Please retype the records below exactly, leaving out any pictures.

(Saved entries)

*** Begin section ***

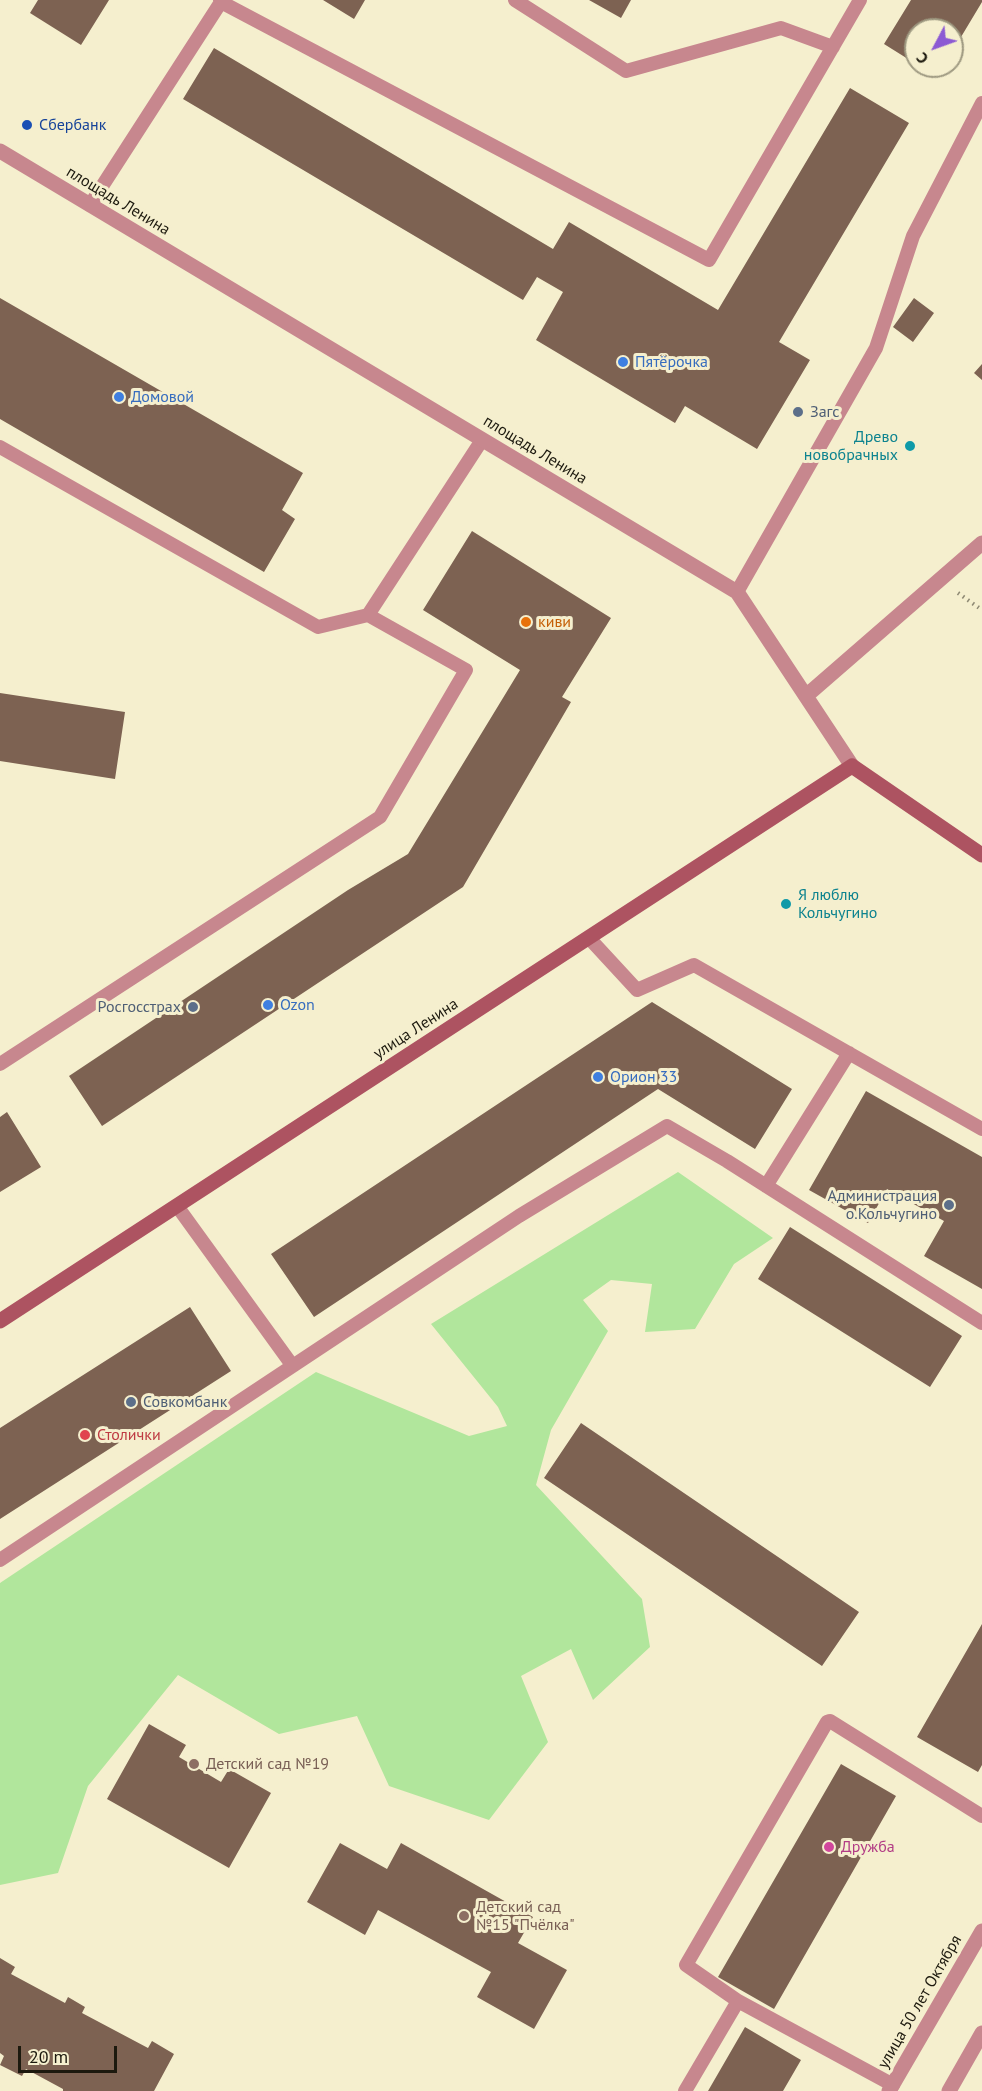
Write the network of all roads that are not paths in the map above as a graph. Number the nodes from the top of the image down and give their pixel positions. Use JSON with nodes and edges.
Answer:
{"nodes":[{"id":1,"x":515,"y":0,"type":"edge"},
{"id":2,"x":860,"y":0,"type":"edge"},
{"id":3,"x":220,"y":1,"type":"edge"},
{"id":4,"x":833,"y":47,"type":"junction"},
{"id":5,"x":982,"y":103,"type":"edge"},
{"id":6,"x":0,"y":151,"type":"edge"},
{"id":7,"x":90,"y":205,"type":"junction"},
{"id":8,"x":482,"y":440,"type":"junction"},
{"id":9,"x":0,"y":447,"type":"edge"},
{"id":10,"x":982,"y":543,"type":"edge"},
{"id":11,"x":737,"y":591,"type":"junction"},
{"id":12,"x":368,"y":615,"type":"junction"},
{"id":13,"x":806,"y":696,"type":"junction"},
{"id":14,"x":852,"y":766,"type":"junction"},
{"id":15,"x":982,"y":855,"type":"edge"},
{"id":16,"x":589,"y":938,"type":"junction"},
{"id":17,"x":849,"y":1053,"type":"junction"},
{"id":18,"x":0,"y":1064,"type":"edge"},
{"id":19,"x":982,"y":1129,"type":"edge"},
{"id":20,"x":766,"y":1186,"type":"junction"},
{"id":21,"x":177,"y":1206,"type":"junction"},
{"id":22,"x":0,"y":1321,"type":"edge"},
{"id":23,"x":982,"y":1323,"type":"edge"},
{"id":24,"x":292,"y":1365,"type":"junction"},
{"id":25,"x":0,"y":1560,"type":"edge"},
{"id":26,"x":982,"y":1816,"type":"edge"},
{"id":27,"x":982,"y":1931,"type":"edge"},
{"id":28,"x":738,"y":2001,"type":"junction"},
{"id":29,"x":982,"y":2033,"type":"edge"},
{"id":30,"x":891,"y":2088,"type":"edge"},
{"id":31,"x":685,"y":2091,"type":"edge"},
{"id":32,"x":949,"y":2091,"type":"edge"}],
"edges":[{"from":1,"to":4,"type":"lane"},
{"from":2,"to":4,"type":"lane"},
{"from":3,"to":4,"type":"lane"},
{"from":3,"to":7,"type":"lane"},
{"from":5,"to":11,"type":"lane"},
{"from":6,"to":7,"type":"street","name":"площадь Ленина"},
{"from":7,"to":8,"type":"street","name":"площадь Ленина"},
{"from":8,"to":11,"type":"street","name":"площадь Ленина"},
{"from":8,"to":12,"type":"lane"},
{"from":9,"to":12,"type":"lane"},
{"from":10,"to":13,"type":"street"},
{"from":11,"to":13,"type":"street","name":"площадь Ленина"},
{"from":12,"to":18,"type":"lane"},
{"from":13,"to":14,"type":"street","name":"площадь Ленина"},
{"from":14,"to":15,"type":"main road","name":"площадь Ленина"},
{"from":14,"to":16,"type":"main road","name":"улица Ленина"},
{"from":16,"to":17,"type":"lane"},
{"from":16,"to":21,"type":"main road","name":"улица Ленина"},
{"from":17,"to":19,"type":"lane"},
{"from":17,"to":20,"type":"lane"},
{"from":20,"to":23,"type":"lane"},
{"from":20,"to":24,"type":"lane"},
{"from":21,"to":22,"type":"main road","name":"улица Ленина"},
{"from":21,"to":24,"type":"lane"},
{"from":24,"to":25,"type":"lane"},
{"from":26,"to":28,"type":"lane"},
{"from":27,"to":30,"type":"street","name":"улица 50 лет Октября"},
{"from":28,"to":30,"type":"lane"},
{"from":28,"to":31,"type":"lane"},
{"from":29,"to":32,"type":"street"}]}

*** End section ***

- **YOUR RESPONSE**
Write the network of all roads that are not paths in the map above as a graph. Number the nodes from the top of the image down and give their pixel positions. Use JSON with nodes and edges.
Answer:
{"nodes":[{"id":1,"x":515,"y":0,"type":"edge"},
{"id":2,"x":860,"y":0,"type":"edge"},
{"id":3,"x":220,"y":1,"type":"edge"},
{"id":4,"x":833,"y":47,"type":"junction"},
{"id":5,"x":982,"y":103,"type":"edge"},
{"id":6,"x":0,"y":151,"type":"edge"},
{"id":7,"x":90,"y":205,"type":"junction"},
{"id":8,"x":482,"y":440,"type":"junction"},
{"id":9,"x":0,"y":447,"type":"edge"},
{"id":10,"x":982,"y":543,"type":"edge"},
{"id":11,"x":737,"y":591,"type":"junction"},
{"id":12,"x":368,"y":615,"type":"junction"},
{"id":13,"x":806,"y":696,"type":"junction"},
{"id":14,"x":852,"y":766,"type":"junction"},
{"id":15,"x":982,"y":855,"type":"edge"},
{"id":16,"x":589,"y":938,"type":"junction"},
{"id":17,"x":849,"y":1053,"type":"junction"},
{"id":18,"x":0,"y":1064,"type":"edge"},
{"id":19,"x":982,"y":1129,"type":"edge"},
{"id":20,"x":766,"y":1186,"type":"junction"},
{"id":21,"x":177,"y":1206,"type":"junction"},
{"id":22,"x":0,"y":1321,"type":"edge"},
{"id":23,"x":982,"y":1323,"type":"edge"},
{"id":24,"x":292,"y":1365,"type":"junction"},
{"id":25,"x":0,"y":1560,"type":"edge"},
{"id":26,"x":982,"y":1816,"type":"edge"},
{"id":27,"x":982,"y":1931,"type":"edge"},
{"id":28,"x":738,"y":2001,"type":"junction"},
{"id":29,"x":982,"y":2033,"type":"edge"},
{"id":30,"x":891,"y":2088,"type":"edge"},
{"id":31,"x":685,"y":2091,"type":"edge"},
{"id":32,"x":949,"y":2091,"type":"edge"}],
"edges":[{"from":1,"to":4,"type":"lane"},
{"from":2,"to":4,"type":"lane"},
{"from":3,"to":4,"type":"lane"},
{"from":3,"to":7,"type":"lane"},
{"from":5,"to":11,"type":"lane"},
{"from":6,"to":7,"type":"street","name":"площадь Ленина"},
{"from":7,"to":8,"type":"street","name":"площадь Ленина"},
{"from":8,"to":11,"type":"street","name":"площадь Ленина"},
{"from":8,"to":12,"type":"lane"},
{"from":9,"to":12,"type":"lane"},
{"from":10,"to":13,"type":"street"},
{"from":11,"to":13,"type":"street","name":"площадь Ленина"},
{"from":12,"to":18,"type":"lane"},
{"from":13,"to":14,"type":"street","name":"площадь Ленина"},
{"from":14,"to":15,"type":"main road","name":"площадь Ленина"},
{"from":14,"to":16,"type":"main road","name":"улица Ленина"},
{"from":16,"to":17,"type":"lane"},
{"from":16,"to":21,"type":"main road","name":"улица Ленина"},
{"from":17,"to":19,"type":"lane"},
{"from":17,"to":20,"type":"lane"},
{"from":20,"to":23,"type":"lane"},
{"from":20,"to":24,"type":"lane"},
{"from":21,"to":22,"type":"main road","name":"улица Ленина"},
{"from":21,"to":24,"type":"lane"},
{"from":24,"to":25,"type":"lane"},
{"from":26,"to":28,"type":"lane"},
{"from":27,"to":30,"type":"street","name":"улица 50 лет Октября"},
{"from":28,"to":30,"type":"lane"},
{"from":28,"to":31,"type":"lane"},
{"from":29,"to":32,"type":"street"}]}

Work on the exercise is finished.